Atatürk, Lenin, Humeyni…
Artıgerçek
Diyanet İşleri, Atatürk tarafından 3 Mart 1924’te kuruldu. Amaç, Diyanet aracılığıyla din adamları sınıfını yeni kurulmuş seküler cumhuriyet devletinin denetimine almak, onları maaşlı devlet memuru haline getirerek devletten bağımsız bir güç olmalarını engellemekti. Atatürk, kurumsal ve dinsel özerkliğe olanak sağlayan Batı’nın tersine, devlete rakip bir güce asla izin vermeyen monolitik bir modernistti. Gerçi din adamları sınıfı, dinsel ideolojisi gereği her zaman seküler devletin “yaramaz çocuğu” olmuş, Cumhuriyetle Diyanet arasındaki çekişme alttan alta 100 yıl boyunca devam etmiştir. Yine de, seküler devletin, din adamları sınıfının, sekülarizmi, tahta kurdu gibi içten içe oyma çabalarına rağmen, İran’daki gibi bir İslami rejim kurmasını önlemekte pek de zorlanmadığı söylenebilir. Din adamları sınıfı, zaten Osmanlı zamanından beri kapıkulu olmaya alışmıştı.

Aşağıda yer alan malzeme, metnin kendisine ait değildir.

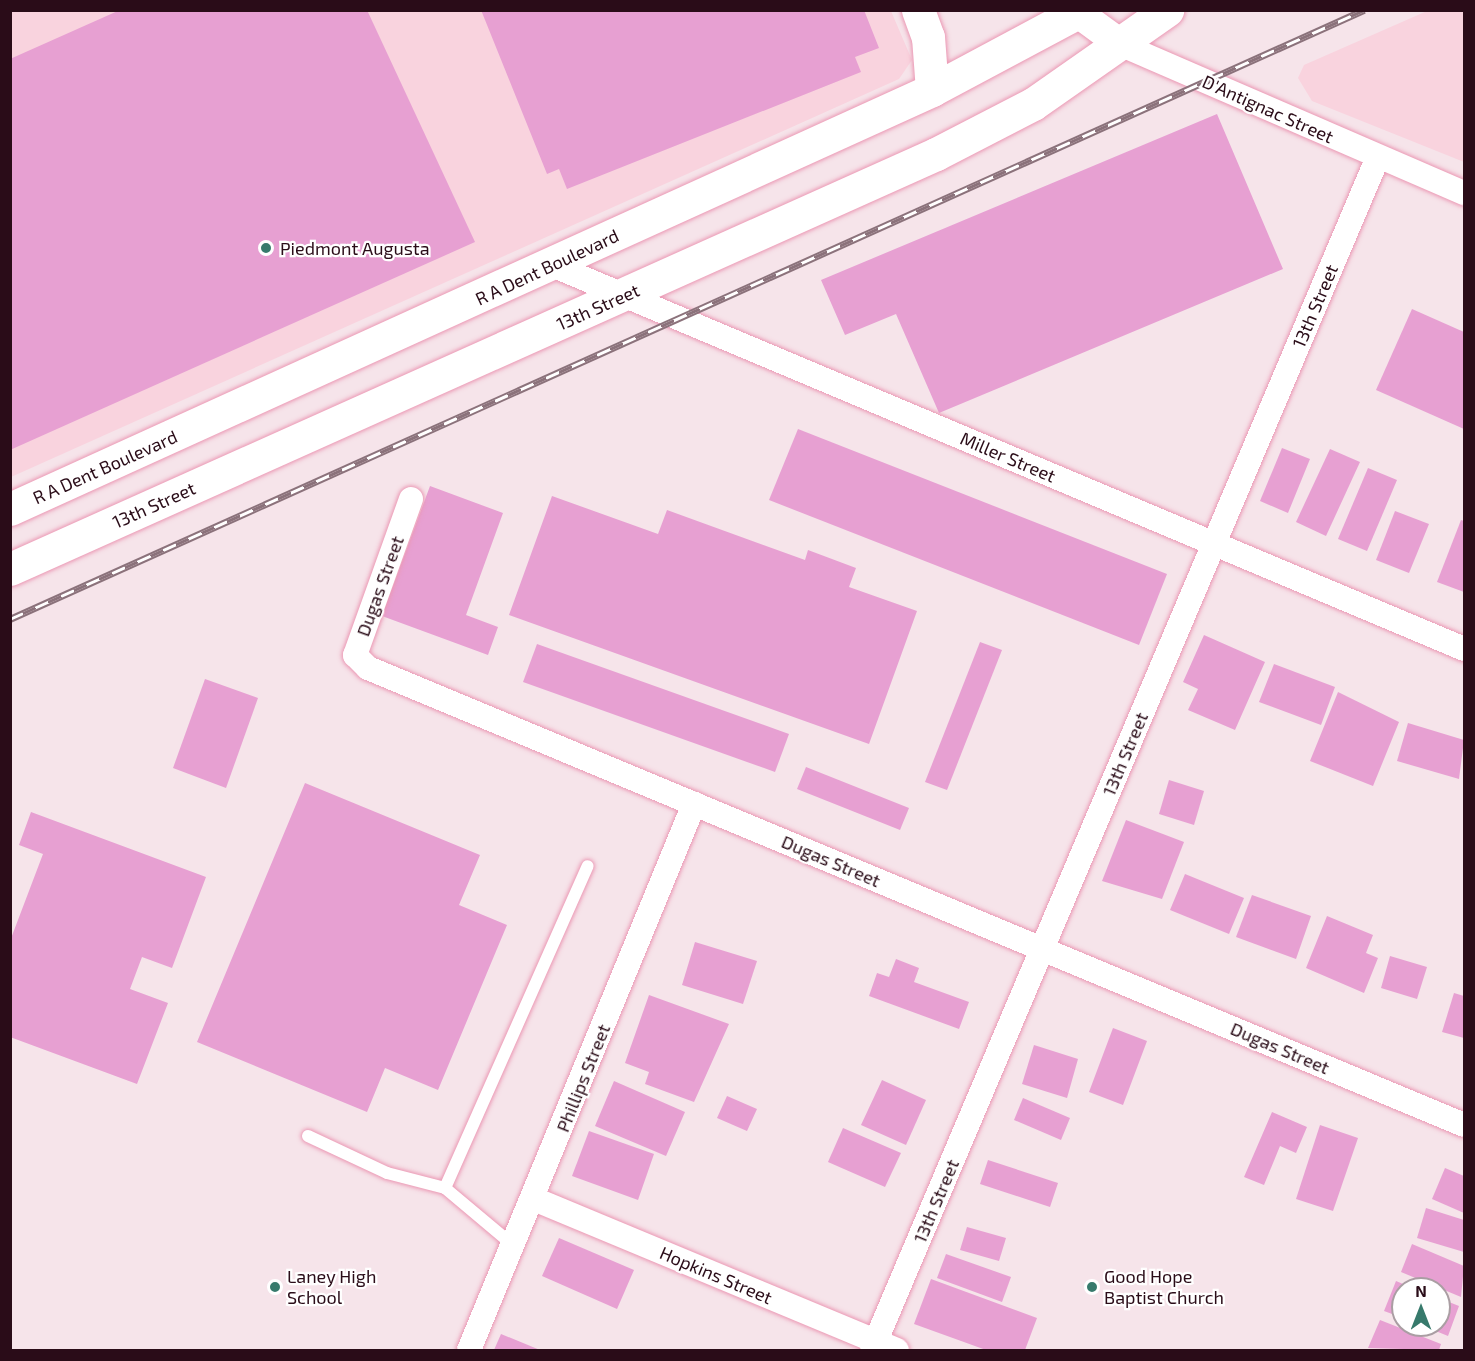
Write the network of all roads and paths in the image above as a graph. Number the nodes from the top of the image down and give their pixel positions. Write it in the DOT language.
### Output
graph roads {
  1 [pos="918,10"];
  2 [pos="1167,10"];
  3 [pos="1078,11"];
  4 [pos="1122,45"];
  5 [pos="932,90"];
  6 [pos="1378,157"];
  7 [pos="1464,193"];
  8 [pos="552,265"];
  9 [pos="624,296"];
  10 [pos="411,499"];
  11 [pos="10,509"];
  12 [pos="1214,544"];
  13 [pos="10,569"];
  14 [pos="1464,649"];
  15 [pos="694,804"];
  16 [pos="588,866"];
  17 [pos="1043,949"];
  18 [pos="1464,1125"];
  19 [pos="308,1136"];
  20 [pos="445,1188"];
  21 [pos="534,1199"];
  22 [pos="514,1246"];
  23 [pos="882,1348"];
  24 [pos="469,1350"];
  1 -- 5 [label="main road"];
  2 -- 4 [label="main road, 13th Street"];
  3 -- 4 [label="street, D'Antignac Street"];
  3 -- 5 [label="main road, R A Dent Boulevard"];
  4 -- 6 [label="street, D'Antignac Street"];
  4 -- 9 [label="main road, 13th Street"];
  5 -- 8 [label="main road, R A Dent Boulevard"];
  6 -- 7 [label="street, D'Antignac Street"];
  6 -- 12 [label="street, 13th Street"];
  8 -- 9 [label="street, Miller Street"];
  8 -- 11 [label="main road, R A Dent Boulevard"];
  9 -- 12 [label="street, Miller Street"];
  9 -- 13 [label="main road, 13th Street"];
  10 -- 15 [label="street, Dugas Street"];
  12 -- 14 [label="street, Miller Street"];
  12 -- 17 [label="street, 13th Street"];
  15 -- 17 [label="street, Dugas Street"];
  15 -- 21 [label="street, Phillips Street"];
  16 -- 20 [label="lane"];
  17 -- 18 [label="street, Dugas Street"];
  17 -- 23 [label="street, 13th Street"];
  19 -- 20 [label="lane"];
  20 -- 22 [label="lane"];
  21 -- 22 [label="street, Phillips Street"];
  21 -- 23 [label="street, Hopkins Street"];
  22 -- 24 [label="street, Phillips Street"];
}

İran’daki mollalar sınıfı, Türkiye’dekinin tersine, Şahlık rejiminden ve devletinden bağımsız bir güç olarak örgütlendi. Onların bağımsız bir güç olarak örgütlenmelerini sağlayan en önemli etken, Osmanlı’daki din adamları sınıfından oldukça farklı olarak, “bâzerganlık” (tüccarlık) yapıp uzun yıllar içinde zenginleşmeleridir. Bâzergan Mollalar sınıfının, bu bağımsız gelişme ve örgütlenme sayesinde devlete el koymasını, Rusya’daki Bolşeviklerin, kadim Çarlık devletinden bağımsız bir şekilde örgütlenip devlete el koymasına benzetebiliriz. Nasıl Lenin ve Bolşevikler, Çarlığın Şubat Devrimi’yle yıkıldığı1917’nin uygun koşullarında bağımsız bir güç olarak devlete el koyup “Bolşevik sınıfı”nın diktatörlüğünü ilan etmişlerse, “Mollalar sınıfı” da 1979 yılındaki, Şahlık rejimine karşı ayaklanma ortamından yararlanarak devlete el koymuş ve “Mollalar sınıfı”nın diktatörlüğünü ilan etmişlerdir. Bolşeviklerin, Çar’ın devrilmesinden sonraki bir yıllık Geçici Devrim Hükümeti aşamasının ardından, Rusya’da Çarlığa karşı devrimde birlikte hareket ettikleri müttefik güçleri, Menşevikleri, Sosyalist Devrimcileri, Maksimalistleri, Anarşistleri vb. tasfiye etmeleriyle; Mollaların, İran’da, Şah’ın devrilmesiyle Humeyni’nin İran’a dönmesi (Şah’ın İran’ı terk edişi ile yeni anayasanın kabulü) arasında geçen, Rusya’daki Geçici Hükümet dönemine benzer bir dönemin ardından, Şah’a karşı devrimde birlikte hareket ettikleri Komünist Tudeh Partisi’ni, Halkın Mücahitleri’ni, Halkın Fedailerini tasfiye etmeleri de önemli benzerliklerdir. Tabii, bu iki siyasi gücün arasındaki herhangi bir ideolojik benzerlikten söz etmek saçma olacaktır. “Teşbihte hata olmaz” kaydıyla belirtiyorum bunları.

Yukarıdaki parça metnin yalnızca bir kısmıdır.